Understanding the Rules on Health FSAs Under the Affordable Care Act

Health FSAs Exempt From Market Reforms Under Certain Circumstances

A health flexible spending arrangement (health FSA) is a popular benefit that employers offer to reimburse employees for certain medical expenses. As part of the implementation of the Affordable Care Act (ACA), new rules apply to health FSAs. The summary below is intended to help employers understand these new rules and remain compliant with the ACA.

Health FSAs Explained
In general, a health FSA is a benefit designed to reimburse employees for qualified medical care expenses (other than premiums) incurred by the employee, or the employee’s spouse, dependents, and any children who, as of the end of the taxable year, have not attained age 27. Contributions to a health FSA offered through a section 125 cafeteria plan do not result in gross income to the employee. Employees electing coverage under a health FSA typically choose to enter into a salary reduction agreement in order to make contributions to the health FSA. For taxable years beginning in 2016, salary reduction contributions to a health FSA are limited to $2,550.
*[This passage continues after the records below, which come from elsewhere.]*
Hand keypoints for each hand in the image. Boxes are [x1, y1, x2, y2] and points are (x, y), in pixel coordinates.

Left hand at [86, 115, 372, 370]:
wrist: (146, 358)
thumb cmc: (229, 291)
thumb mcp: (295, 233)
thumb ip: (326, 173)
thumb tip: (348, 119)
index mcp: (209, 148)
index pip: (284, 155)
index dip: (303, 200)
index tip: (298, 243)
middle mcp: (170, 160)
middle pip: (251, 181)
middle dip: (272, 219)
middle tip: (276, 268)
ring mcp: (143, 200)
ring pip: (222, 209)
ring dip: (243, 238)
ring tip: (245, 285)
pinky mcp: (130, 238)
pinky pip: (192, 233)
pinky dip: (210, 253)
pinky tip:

In general, health FSAs are considered group health plans under the ACA, and thus are subject to the ACA market reforms explained below.

ACA Market Reforms
The ACA contains certain market reforms that apply to group health plans, including the:

  • Annual Dollar Limit Prohibition: A prohibition on any annual limit on the dollar amount of benefits for any individual; and
  • Preventive Services Requirement: A requirement that non-grandfathered plans provide certain preventive services without imposing any cost-sharing requirements for these services.

These market reforms, however, do not apply to a group health plan in relation to its provision of “excepted benefits.” Excepted benefits include, among other things, accident-only coverage, disability income, certain limited-scope dental and vision benefits, certain long-term care benefits, and certain health FSAs.

Health FSAs as ‘Excepted Benefits’
Although a health FSA is generally considered a group health plan, a health FSA may be considered to provide only excepted benefits if:

  • Other group health plan coverage not limited to excepted benefits is made available for the year to employees by the employer; and
  • The health FSA is structured so that the maximum benefit payable to any participant cannot exceed two times the participant’s salary reduction election for the arrangement for the year (or, if greater, cannot exceed $500 plus the amount of the participant’s salary reduction election).

If an employer provides a health FSA that does not qualify as excepted benefits, the health FSA is generally subject to the market reforms. Furthermore, a health FSA that is not offered through a section 125 cafeteria plan is subject to the annual dollar limit prohibition and will fail to comply with the annual dollar limit prohibition.